Deep hope is not tied to a good outcome, to the future. It lives a life of its own, seemingly without reference to external circumstances and conditions.
It has something to do with presence—not a future good outcome, but the immediate experience of being met, held in communion, by something intimately at hand.
It bears fruit within us at the psychological level in the sensations of strength, joy, and satisfaction: an “unbearable lightness of being.” But mysteriously, rather than deriving these gifts from outward expectations being met, it seems to produce them from within…
It is all too easy to understate and miss that hope is not intended to be an extraordinary infusion, but an abiding state of being. We lose sight of the invitation to develop a conscious and permanent connection to this wellspring.
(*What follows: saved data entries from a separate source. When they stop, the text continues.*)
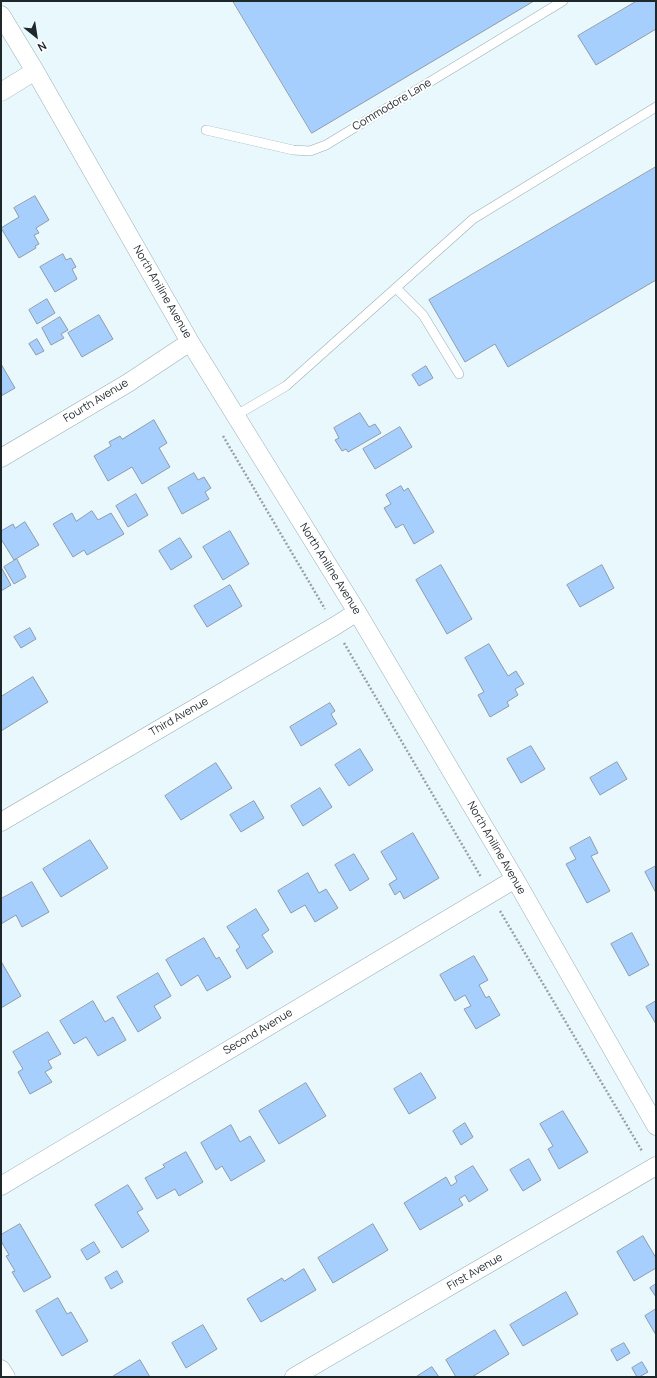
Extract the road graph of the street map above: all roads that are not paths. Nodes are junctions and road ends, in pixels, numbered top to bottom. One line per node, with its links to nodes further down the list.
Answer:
1 (563, 1): 6 (lane, Commodore Lane)
2 (1, 15): 3 (street, North Aniline Avenue)
3 (35, 71): 4 (street); 8 (street, North Aniline Avenue)
4 (1, 92)
5 (656, 107): 7 (lane)
6 (206, 130)
7 (396, 288): 9 (lane); 10 (lane)
8 (190, 342): 10 (street, North Aniline Avenue); 11 (street, Fourth Avenue)
9 (459, 374)
10 (235, 416): 12 (street, North Aniline Avenue)
11 (1, 458)
12 (357, 612): 13 (street, Third Avenue); 14 (street, North Aniline Avenue)
13 (1, 822)
14 (515, 879): 15 (street, North Aniline Avenue); 17 (street, Second Avenue)
15 (656, 1126)
16 (656, 1166): 20 (street, First Avenue)
17 (1, 1186)
18 (1, 1369): 19 (street)
19 (6, 1377)
20 (294, 1377)

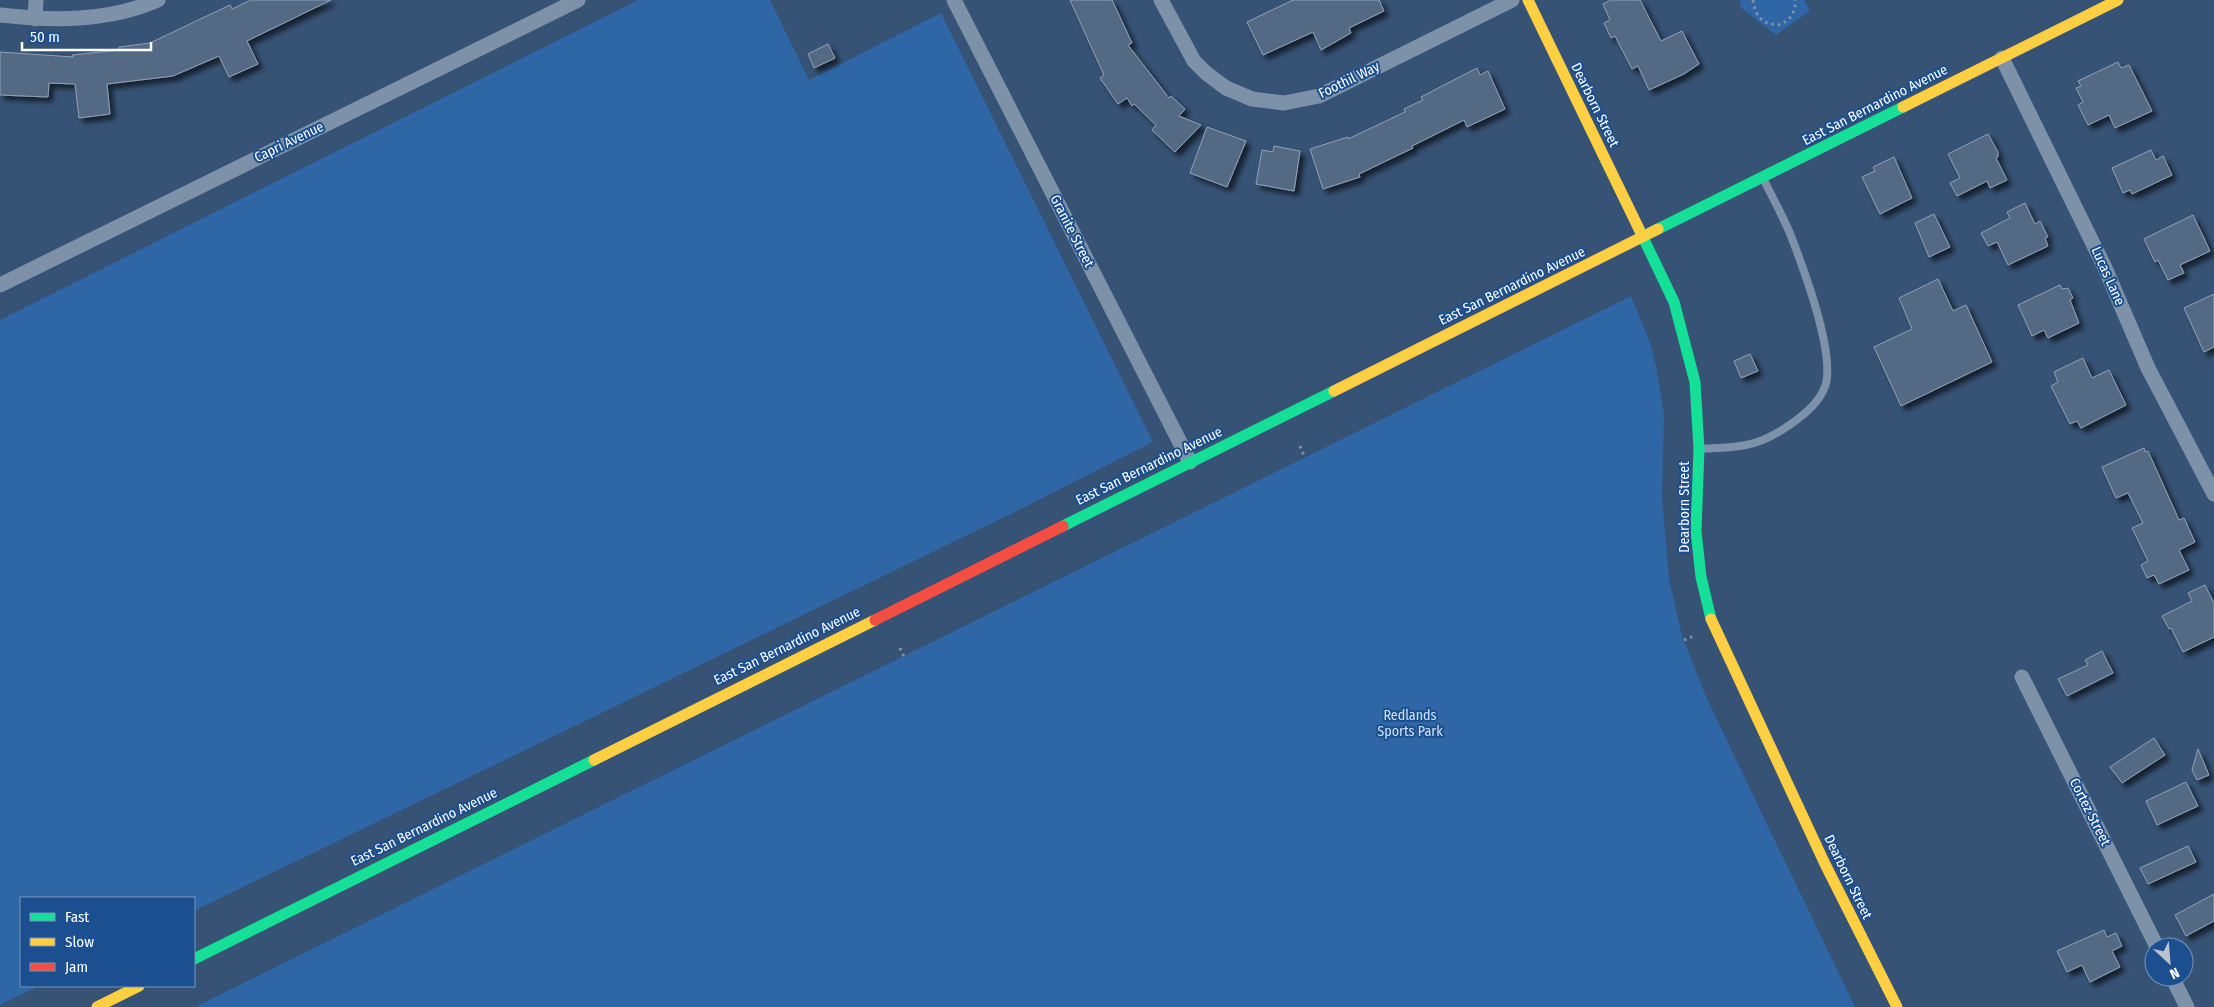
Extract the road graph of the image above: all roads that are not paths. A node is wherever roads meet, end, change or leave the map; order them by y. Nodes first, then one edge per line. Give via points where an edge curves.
1 (36, 0) edge
2 (158, 0) edge
3 (578, 0) edge
4 (954, 0) edge
5 (1162, 0) edge
6 (1512, 0) edge
7 (1528, 0) edge
8 (2118, 0) edge
9 (0, 15) edge
10 (35, 19) junction
11 (2002, 58) junction
12 (1763, 178) junction
13 (1642, 238) junction
14 (0, 285) edge
15 (1699, 449) junction
16 (1190, 462) junction
17 (2214, 494) edge
18 (2022, 677) dead end
19 (2152, 937) edge
20 (195, 959) edge
21 (137, 987) edge
22 (2177, 987) edge
23 (97, 1007) edge
24 (1897, 1007) edge
25 (2187, 1007) edge

1 - 10 street
2 - 10 street via 111,15
3 - 14 street, Capri Avenue
4 - 16 street, Granite Street
5 - 6 street, Foothil Way via 1194,61 1206,73 1226,88 1252,99 1284,103 1319,96
7 - 13 street, Dearborn Street
8 - 11 street, East San Bernardino Avenue
9 - 10 street
11 - 12 street, East San Bernardino Avenue
11 - 17 street, Lucas Lane via 2105,268 2148,368
12 - 13 street, East San Bernardino Avenue
12 - 15 lane via 1791,236 1825,342 1828,367 1825,389 1794,422 1770,436 1746,445
13 - 15 street, Dearborn Street via 1674,302 1695,382
13 - 16 street, East San Bernardino Avenue
15 - 24 street, Dearborn Street via 1696,531 1701,577 1712,623 1825,864
16 - 20 street, East San Bernardino Avenue
18 - 19 street, Cortez Street
21 - 23 street
22 - 25 street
We miss the call to become a vessel, to become a chalice into which this divine energy can pour; a lamp through which it can shine…
We ourselves are not the source of that hope; we do not manufacture it. But the source dwells deeply within us and flows to us with an unstinting abundance, so much so that in fact it might be more accurate to say we dwell within it.
The good news is that this deeper current does exist and you actually can find it… This journey to the wellsprings of hope is not something that will change your life in the short range, in the externals. Rather, it is something that will change your innermost way of seeing. From there, inevitably, the externals will rearrange.
The journey to the wellsprings of hope is really a journey toward the centre, toward the innermost ground of our being where we meet and are met by God.
As we sit with ashes words and reflect on hope…
Are there any places within you that feel hopeless right now?
If anything surfaces, it may hep to name them and give them space. Know that they are seen and heard.
Do I need a fresh gift of hope?
If the answer of that is yes, I invite you to receive this freely given gift of hope. You may want to turn your palms up as a gesture of receiving this grace of hope. It may come in the form of a picture, a word, a sensation. Allow this gift to speak in to you.
As we finish something from the Bible, Romans 5 from The Passion Translation…
Even in times of trouble we have a joyful confidence, knowing that our pressures will develop in us patient endurance. And patient endurance will refine our character, and proven character leads us back to hope. And this hope is not a disappointing fantasy, because we can now experience the endless love of God cascading into our hearts through the Holy Spirit who lives in us!”
Romans 5:3-5
I pray that hope would be your companion as we continue to journey. That where it’s needed it will come as a gift and as grace. And that you will know my friends that you are tenderly and lovingly held and sustained. You are not alone, we are in this together. You are known and loved by a tender and kind God.